[Dataset entries]

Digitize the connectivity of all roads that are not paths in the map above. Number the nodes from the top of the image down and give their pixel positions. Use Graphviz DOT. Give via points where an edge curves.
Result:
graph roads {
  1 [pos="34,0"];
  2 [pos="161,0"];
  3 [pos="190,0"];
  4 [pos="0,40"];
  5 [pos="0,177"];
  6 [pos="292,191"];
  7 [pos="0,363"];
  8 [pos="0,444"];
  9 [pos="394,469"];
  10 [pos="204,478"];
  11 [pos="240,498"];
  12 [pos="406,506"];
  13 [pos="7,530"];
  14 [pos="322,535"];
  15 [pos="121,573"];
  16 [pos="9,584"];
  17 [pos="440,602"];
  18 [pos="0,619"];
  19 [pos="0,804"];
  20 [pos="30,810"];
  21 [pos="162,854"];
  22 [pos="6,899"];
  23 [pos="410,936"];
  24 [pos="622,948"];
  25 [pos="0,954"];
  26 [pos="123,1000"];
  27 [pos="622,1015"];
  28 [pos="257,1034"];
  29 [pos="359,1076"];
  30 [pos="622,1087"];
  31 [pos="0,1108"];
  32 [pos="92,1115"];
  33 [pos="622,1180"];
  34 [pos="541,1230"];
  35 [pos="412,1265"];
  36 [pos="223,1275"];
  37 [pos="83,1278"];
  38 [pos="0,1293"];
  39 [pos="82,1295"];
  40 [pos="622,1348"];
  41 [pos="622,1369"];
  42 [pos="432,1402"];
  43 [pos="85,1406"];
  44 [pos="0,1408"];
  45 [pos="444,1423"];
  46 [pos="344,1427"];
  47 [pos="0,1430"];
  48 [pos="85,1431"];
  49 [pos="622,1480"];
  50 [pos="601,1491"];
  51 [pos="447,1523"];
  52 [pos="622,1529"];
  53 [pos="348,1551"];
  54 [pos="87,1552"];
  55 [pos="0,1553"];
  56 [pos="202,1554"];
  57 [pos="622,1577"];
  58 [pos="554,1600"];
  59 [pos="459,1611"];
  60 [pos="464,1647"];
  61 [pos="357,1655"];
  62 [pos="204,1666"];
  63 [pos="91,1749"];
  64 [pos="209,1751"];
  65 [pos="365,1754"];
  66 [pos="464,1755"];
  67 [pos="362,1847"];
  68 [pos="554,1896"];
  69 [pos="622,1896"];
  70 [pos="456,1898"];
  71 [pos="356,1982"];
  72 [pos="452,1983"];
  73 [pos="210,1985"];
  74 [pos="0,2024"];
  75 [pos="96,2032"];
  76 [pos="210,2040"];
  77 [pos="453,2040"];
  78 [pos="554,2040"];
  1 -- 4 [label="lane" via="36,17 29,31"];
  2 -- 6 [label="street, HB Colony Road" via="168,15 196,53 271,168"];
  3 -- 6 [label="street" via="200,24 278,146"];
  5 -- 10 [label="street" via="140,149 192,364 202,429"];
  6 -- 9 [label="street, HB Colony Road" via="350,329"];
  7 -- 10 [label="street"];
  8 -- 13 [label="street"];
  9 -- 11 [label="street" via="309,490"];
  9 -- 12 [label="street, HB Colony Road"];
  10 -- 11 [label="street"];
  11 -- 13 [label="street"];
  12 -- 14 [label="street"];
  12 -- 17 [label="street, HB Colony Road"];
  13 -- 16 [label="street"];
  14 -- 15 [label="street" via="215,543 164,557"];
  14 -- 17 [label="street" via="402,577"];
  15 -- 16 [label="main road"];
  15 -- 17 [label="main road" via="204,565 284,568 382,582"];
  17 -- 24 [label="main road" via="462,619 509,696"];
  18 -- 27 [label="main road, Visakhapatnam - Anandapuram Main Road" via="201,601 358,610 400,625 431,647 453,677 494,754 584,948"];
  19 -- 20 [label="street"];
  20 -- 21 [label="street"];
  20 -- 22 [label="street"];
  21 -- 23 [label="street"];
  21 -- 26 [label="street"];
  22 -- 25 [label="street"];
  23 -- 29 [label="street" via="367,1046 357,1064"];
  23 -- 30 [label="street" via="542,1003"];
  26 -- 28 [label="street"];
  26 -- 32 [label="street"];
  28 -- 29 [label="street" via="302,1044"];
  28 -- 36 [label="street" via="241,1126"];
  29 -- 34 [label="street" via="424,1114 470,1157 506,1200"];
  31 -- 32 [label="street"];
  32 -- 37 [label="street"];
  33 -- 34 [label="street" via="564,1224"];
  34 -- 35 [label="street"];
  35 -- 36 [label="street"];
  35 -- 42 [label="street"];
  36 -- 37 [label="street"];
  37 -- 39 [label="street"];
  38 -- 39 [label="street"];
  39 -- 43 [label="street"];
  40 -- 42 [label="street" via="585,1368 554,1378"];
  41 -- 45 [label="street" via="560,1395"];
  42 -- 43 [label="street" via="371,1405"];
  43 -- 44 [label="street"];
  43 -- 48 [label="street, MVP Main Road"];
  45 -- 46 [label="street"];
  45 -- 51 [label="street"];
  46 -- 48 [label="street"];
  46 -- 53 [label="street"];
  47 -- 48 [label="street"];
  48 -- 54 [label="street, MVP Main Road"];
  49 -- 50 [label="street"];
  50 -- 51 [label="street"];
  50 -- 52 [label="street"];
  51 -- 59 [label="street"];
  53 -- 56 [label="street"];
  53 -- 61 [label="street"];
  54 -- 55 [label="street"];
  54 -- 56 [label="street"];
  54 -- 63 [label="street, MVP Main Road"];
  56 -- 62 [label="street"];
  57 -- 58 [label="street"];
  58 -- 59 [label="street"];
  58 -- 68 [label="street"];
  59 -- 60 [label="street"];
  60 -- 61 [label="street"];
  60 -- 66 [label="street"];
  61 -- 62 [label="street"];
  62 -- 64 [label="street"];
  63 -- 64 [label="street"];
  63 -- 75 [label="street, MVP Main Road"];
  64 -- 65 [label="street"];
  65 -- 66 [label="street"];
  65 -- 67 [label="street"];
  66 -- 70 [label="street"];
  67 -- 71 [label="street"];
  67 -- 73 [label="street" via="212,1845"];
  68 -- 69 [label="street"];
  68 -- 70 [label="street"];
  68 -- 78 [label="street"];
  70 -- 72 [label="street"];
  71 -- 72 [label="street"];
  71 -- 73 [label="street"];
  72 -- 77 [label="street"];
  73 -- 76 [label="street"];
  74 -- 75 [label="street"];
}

[What the task requires] Repeat every record, keeping each line exactly as it is.

[Reply]
Digitize the connectivity of all roads that are not paths in the map above. Number the nodes from the top of the image down and give their pixel positions. Use Graphviz DOT. Give via points where an edge curves.
Result:
graph roads {
  1 [pos="34,0"];
  2 [pos="161,0"];
  3 [pos="190,0"];
  4 [pos="0,40"];
  5 [pos="0,177"];
  6 [pos="292,191"];
  7 [pos="0,363"];
  8 [pos="0,444"];
  9 [pos="394,469"];
  10 [pos="204,478"];
  11 [pos="240,498"];
  12 [pos="406,506"];
  13 [pos="7,530"];
  14 [pos="322,535"];
  15 [pos="121,573"];
  16 [pos="9,584"];
  17 [pos="440,602"];
  18 [pos="0,619"];
  19 [pos="0,804"];
  20 [pos="30,810"];
  21 [pos="162,854"];
  22 [pos="6,899"];
  23 [pos="410,936"];
  24 [pos="622,948"];
  25 [pos="0,954"];
  26 [pos="123,1000"];
  27 [pos="622,1015"];
  28 [pos="257,1034"];
  29 [pos="359,1076"];
  30 [pos="622,1087"];
  31 [pos="0,1108"];
  32 [pos="92,1115"];
  33 [pos="622,1180"];
  34 [pos="541,1230"];
  35 [pos="412,1265"];
  36 [pos="223,1275"];
  37 [pos="83,1278"];
  38 [pos="0,1293"];
  39 [pos="82,1295"];
  40 [pos="622,1348"];
  41 [pos="622,1369"];
  42 [pos="432,1402"];
  43 [pos="85,1406"];
  44 [pos="0,1408"];
  45 [pos="444,1423"];
  46 [pos="344,1427"];
  47 [pos="0,1430"];
  48 [pos="85,1431"];
  49 [pos="622,1480"];
  50 [pos="601,1491"];
  51 [pos="447,1523"];
  52 [pos="622,1529"];
  53 [pos="348,1551"];
  54 [pos="87,1552"];
  55 [pos="0,1553"];
  56 [pos="202,1554"];
  57 [pos="622,1577"];
  58 [pos="554,1600"];
  59 [pos="459,1611"];
  60 [pos="464,1647"];
  61 [pos="357,1655"];
  62 [pos="204,1666"];
  63 [pos="91,1749"];
  64 [pos="209,1751"];
  65 [pos="365,1754"];
  66 [pos="464,1755"];
  67 [pos="362,1847"];
  68 [pos="554,1896"];
  69 [pos="622,1896"];
  70 [pos="456,1898"];
  71 [pos="356,1982"];
  72 [pos="452,1983"];
  73 [pos="210,1985"];
  74 [pos="0,2024"];
  75 [pos="96,2032"];
  76 [pos="210,2040"];
  77 [pos="453,2040"];
  78 [pos="554,2040"];
  1 -- 4 [label="lane" via="36,17 29,31"];
  2 -- 6 [label="street, HB Colony Road" via="168,15 196,53 271,168"];
  3 -- 6 [label="street" via="200,24 278,146"];
  5 -- 10 [label="street" via="140,149 192,364 202,429"];
  6 -- 9 [label="street, HB Colony Road" via="350,329"];
  7 -- 10 [label="street"];
  8 -- 13 [label="street"];
  9 -- 11 [label="street" via="309,490"];
  9 -- 12 [label="street, HB Colony Road"];
  10 -- 11 [label="street"];
  11 -- 13 [label="street"];
  12 -- 14 [label="street"];
  12 -- 17 [label="street, HB Colony Road"];
  13 -- 16 [label="street"];
  14 -- 15 [label="street" via="215,543 164,557"];
  14 -- 17 [label="street" via="402,577"];
  15 -- 16 [label="main road"];
  15 -- 17 [label="main road" via="204,565 284,568 382,582"];
  17 -- 24 [label="main road" via="462,619 509,696"];
  18 -- 27 [label="main road, Visakhapatnam - Anandapuram Main Road" via="201,601 358,610 400,625 431,647 453,677 494,754 584,948"];
  19 -- 20 [label="street"];
  20 -- 21 [label="street"];
  20 -- 22 [label="street"];
  21 -- 23 [label="street"];
  21 -- 26 [label="street"];
  22 -- 25 [label="street"];
  23 -- 29 [label="street" via="367,1046 357,1064"];
  23 -- 30 [label="street" via="542,1003"];
  26 -- 28 [label="street"];
  26 -- 32 [label="street"];
  28 -- 29 [label="street" via="302,1044"];
  28 -- 36 [label="street" via="241,1126"];
  29 -- 34 [label="street" via="424,1114 470,1157 506,1200"];
  31 -- 32 [label="street"];
  32 -- 37 [label="street"];
  33 -- 34 [label="street" via="564,1224"];
  34 -- 35 [label="street"];
  35 -- 36 [label="street"];
  35 -- 42 [label="street"];
  36 -- 37 [label="street"];
  37 -- 39 [label="street"];
  38 -- 39 [label="street"];
  39 -- 43 [label="street"];
  40 -- 42 [label="street" via="585,1368 554,1378"];
  41 -- 45 [label="street" via="560,1395"];
  42 -- 43 [label="street" via="371,1405"];
  43 -- 44 [label="street"];
  43 -- 48 [label="street, MVP Main Road"];
  45 -- 46 [label="street"];
  45 -- 51 [label="street"];
  46 -- 48 [label="street"];
  46 -- 53 [label="street"];
  47 -- 48 [label="street"];
  48 -- 54 [label="street, MVP Main Road"];
  49 -- 50 [label="street"];
  50 -- 51 [label="street"];
  50 -- 52 [label="street"];
  51 -- 59 [label="street"];
  53 -- 56 [label="street"];
  53 -- 61 [label="street"];
  54 -- 55 [label="street"];
  54 -- 56 [label="street"];
  54 -- 63 [label="street, MVP Main Road"];
  56 -- 62 [label="street"];
  57 -- 58 [label="street"];
  58 -- 59 [label="street"];
  58 -- 68 [label="street"];
  59 -- 60 [label="street"];
  60 -- 61 [label="street"];
  60 -- 66 [label="street"];
  61 -- 62 [label="street"];
  62 -- 64 [label="street"];
  63 -- 64 [label="street"];
  63 -- 75 [label="street, MVP Main Road"];
  64 -- 65 [label="street"];
  65 -- 66 [label="street"];
  65 -- 67 [label="street"];
  66 -- 70 [label="street"];
  67 -- 71 [label="street"];
  67 -- 73 [label="street" via="212,1845"];
  68 -- 69 [label="street"];
  68 -- 70 [label="street"];
  68 -- 78 [label="street"];
  70 -- 72 [label="street"];
  71 -- 72 [label="street"];
  71 -- 73 [label="street"];
  72 -- 77 [label="street"];
  73 -- 76 [label="street"];
  74 -- 75 [label="street"];
}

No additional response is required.